Legendary Astor House Hotel

By Lu Chang, Shanghai Star. 2002-05-30
The interior of the Pujiang Hotel, formerly the Astor House Hotel, has been partly renovated in the original English style.

SITUATED in an inconspicuous corner near the Bund, the Pujiang Hotel, formerly the Astor House Hotel, seems to have lost its bygone glory.

The low-rise building has been eroded to be dated in colour, which was submerged among the eminent architecture of the Bund.

Few members of the city's younger generation are even aware that the hotel exists, let alone that it is considered the father of the city's luxury hotels.

The hotel was opened in 1846. In 1861 the two-story hotel was sold to Henry Smith who renamed it the Astor House Hotel. The building we see today was completed in 1910. In 1959, the hotel name was changed to Pujiang Hotel.

It was once the most renowned and luxurious foreign-owned hotel in the Far East.

The Victorian-style design was the work of an Englishman, which can be detected from the grand columns standing in the halls and arched gates.

The hotel has witnessed many breakthrough events in Chinese history. The first lamp bulb in the country was lit here, the first telephone in the country was switched on here, and the first sound film from the West was projected here.

Plus, China's first ball was held in the hotel, helping to bring to a close the tradition that women should not attend social activities.

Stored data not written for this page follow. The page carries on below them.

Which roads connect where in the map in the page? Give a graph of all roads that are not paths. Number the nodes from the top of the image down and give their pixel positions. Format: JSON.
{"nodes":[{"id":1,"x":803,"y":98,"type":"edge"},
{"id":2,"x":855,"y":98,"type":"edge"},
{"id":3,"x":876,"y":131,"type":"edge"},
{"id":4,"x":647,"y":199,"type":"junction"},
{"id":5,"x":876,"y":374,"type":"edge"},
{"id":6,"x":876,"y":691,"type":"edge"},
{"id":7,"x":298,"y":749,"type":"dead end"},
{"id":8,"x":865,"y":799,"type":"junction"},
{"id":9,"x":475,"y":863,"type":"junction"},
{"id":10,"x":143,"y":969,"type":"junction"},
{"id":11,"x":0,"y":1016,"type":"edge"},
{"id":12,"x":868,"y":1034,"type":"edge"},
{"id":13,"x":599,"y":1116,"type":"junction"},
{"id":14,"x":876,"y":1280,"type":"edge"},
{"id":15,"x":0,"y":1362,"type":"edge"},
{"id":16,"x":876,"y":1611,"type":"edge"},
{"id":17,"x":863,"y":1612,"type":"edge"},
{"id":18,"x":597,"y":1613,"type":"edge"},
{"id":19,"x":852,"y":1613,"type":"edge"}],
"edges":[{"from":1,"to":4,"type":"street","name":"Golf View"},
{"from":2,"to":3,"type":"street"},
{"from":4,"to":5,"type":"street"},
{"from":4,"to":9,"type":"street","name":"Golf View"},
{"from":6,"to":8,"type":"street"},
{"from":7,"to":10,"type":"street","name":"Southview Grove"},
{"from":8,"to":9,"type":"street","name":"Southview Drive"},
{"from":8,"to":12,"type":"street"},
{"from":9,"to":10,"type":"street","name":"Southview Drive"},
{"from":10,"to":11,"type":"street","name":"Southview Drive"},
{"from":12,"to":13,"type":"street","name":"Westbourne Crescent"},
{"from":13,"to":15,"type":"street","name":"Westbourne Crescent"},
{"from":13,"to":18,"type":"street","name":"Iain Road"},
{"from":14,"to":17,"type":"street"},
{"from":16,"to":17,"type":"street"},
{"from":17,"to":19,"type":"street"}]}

It is said that Chiang Kai-shek had his last dinner here before withdrawing to the island of Taiwan.

A bellboy picked up a wallet belonging to a Russian at the main entrance to the hotel, and used one third of it to buy a car, serving as the first taxi in the country. He was the founder of Johnson, now Qiang Sheng Taxis.

Today, when you walk on the creaking wooden floor and see the simple furniture, you cannot imagine the brilliant days of the hotel. It is only a two-star hotel now.

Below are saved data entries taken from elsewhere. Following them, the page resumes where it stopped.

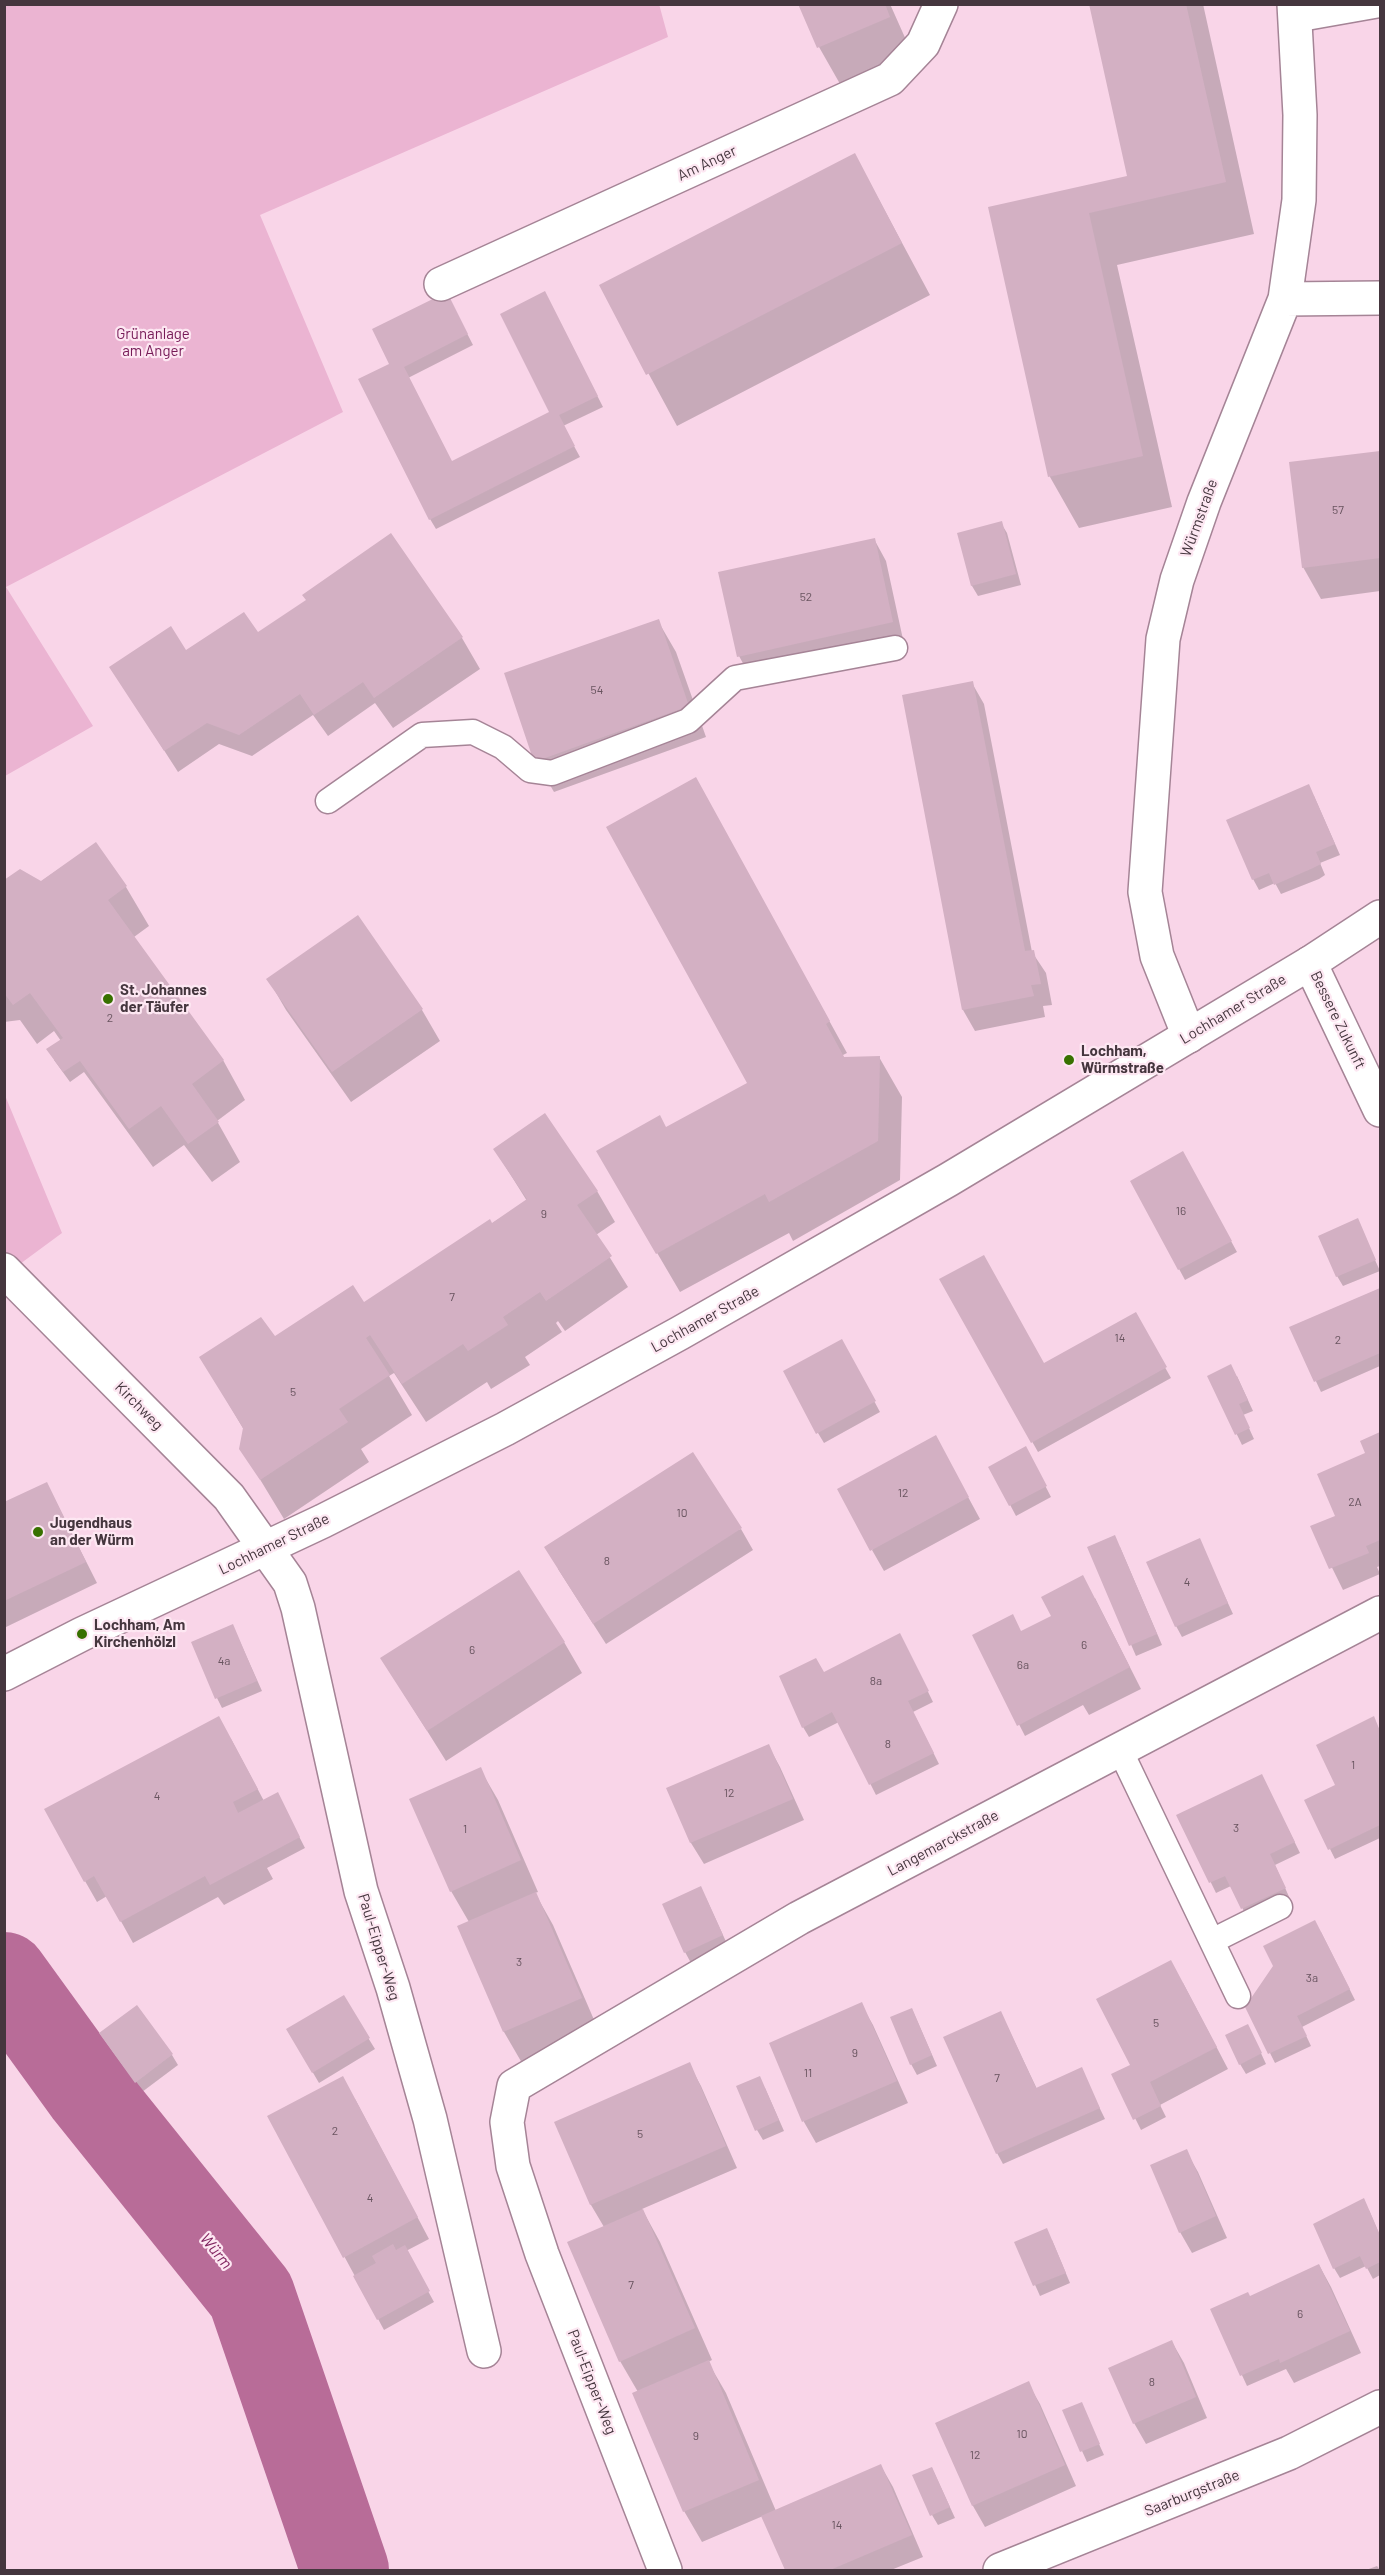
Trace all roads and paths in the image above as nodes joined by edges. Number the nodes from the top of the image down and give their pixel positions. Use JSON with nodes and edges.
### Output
{"nodes":[{"id":1,"x":941,"y":4,"type":"edge"},
{"id":2,"x":1380,"y":5,"type":"edge"},
{"id":3,"x":1294,"y":12,"type":"edge"},
{"id":4,"x":441,"y":285,"type":"dead end"},
{"id":5,"x":1380,"y":298,"type":"edge"},
{"id":6,"x":1285,"y":299,"type":"junction"},
{"id":7,"x":895,"y":648,"type":"dead end"},
{"id":8,"x":328,"y":801,"type":"dead end"},
{"id":9,"x":1380,"y":917,"type":"edge"},
{"id":10,"x":1310,"y":963,"type":"junction"},
{"id":11,"x":1189,"y":1036,"type":"junction"},
{"id":12,"x":1380,"y":1110,"type":"edge"},
{"id":13,"x":4,"y":1270,"type":"edge"},
{"id":14,"x":266,"y":1549,"type":"junction"},
{"id":15,"x":1380,"y":1613,"type":"edge"},
{"id":16,"x":4,"y":1674,"type":"edge"},
{"id":17,"x":1120,"y":1750,"type":"junction"},
{"id":18,"x":1280,"y":1907,"type":"dead end"},
{"id":19,"x":1212,"y":1941,"type":"junction"},
{"id":20,"x":1238,"y":1996,"type":"dead end"},
{"id":21,"x":514,"y":2086,"type":"joint"},
{"id":22,"x":484,"y":2351,"type":"dead end"},
{"id":23,"x":1380,"y":2407,"type":"edge"},
{"id":24,"x":665,"y":2571,"type":"edge"},
{"id":25,"x":1000,"y":2571,"type":"edge"}],
"edges":[{"from":1,"to":4,"type":"street","name":"Am Anger"},
{"from":2,"to":3,"type":"lane"},
{"from":3,"to":6,"type":"street","name":"Würmstraße"},
{"from":5,"to":6,"type":"street"},
{"from":6,"to":11,"type":"street","name":"Würmstraße"},
{"from":7,"to":8,"type":"lane"},
{"from":9,"to":10,"type":"street","name":"Lochhamer Straße"},
{"from":10,"to":11,"type":"street","name":"Lochhamer Straße"},
{"from":10,"to":12,"type":"street","name":"Bessere Zukunft"},
{"from":11,"to":14,"type":"street","name":"Lochhamer Straße"},
{"from":13,"to":14,"type":"street","name":"Kirchweg"},
{"from":14,"to":16,"type":"street","name":"Lochhamer Straße"},
{"from":14,"to":22,"type":"street","name":"Paul-Eipper-Weg"},
{"from":15,"to":17,"type":"street","name":"Langemarckstraße"},
{"from":17,"to":19,"type":"lane"},
{"from":17,"to":21,"type":"street","name":"Langemarckstraße"},
{"from":18,"to":19,"type":"lane"},
{"from":19,"to":20,"type":"lane"},
{"from":21,"to":24,"type":"street","name":"Paul-Eipper-Weg"},
{"from":23,"to":25,"type":"street","name":"Saarburgstraße"}]}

Some of the 116 guestrooms, in which international celebrities such as Charlie Chaplin and Albert Einstein once stayed, are taken as historic spots with photos hanging on the wall to show guests.

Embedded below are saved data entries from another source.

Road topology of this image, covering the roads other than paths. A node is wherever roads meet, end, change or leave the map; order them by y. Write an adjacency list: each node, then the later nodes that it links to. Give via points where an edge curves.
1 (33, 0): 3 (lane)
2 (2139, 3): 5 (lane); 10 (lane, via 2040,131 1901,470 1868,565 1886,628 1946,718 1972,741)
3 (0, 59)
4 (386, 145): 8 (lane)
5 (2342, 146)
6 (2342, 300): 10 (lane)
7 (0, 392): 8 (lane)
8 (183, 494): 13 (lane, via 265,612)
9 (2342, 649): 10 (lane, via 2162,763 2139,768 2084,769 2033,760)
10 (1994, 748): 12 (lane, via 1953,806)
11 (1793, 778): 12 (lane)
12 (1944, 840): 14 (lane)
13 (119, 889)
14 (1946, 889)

The suites have been redecorated in their original style (except for modern electric appliances), and some of the furniture has been modelled with guidance from old photos.

The hotel still keeps its hulking and slow manual-operating elevators, which work from 7:00am to 11:00pm.

Close to an international wharf, the hotel changed some guestrooms for young travellers, known as the youth hostel. Here there are several beds in one room.

It's the first of its kind in Shanghai, and has been applauded by young student tourists.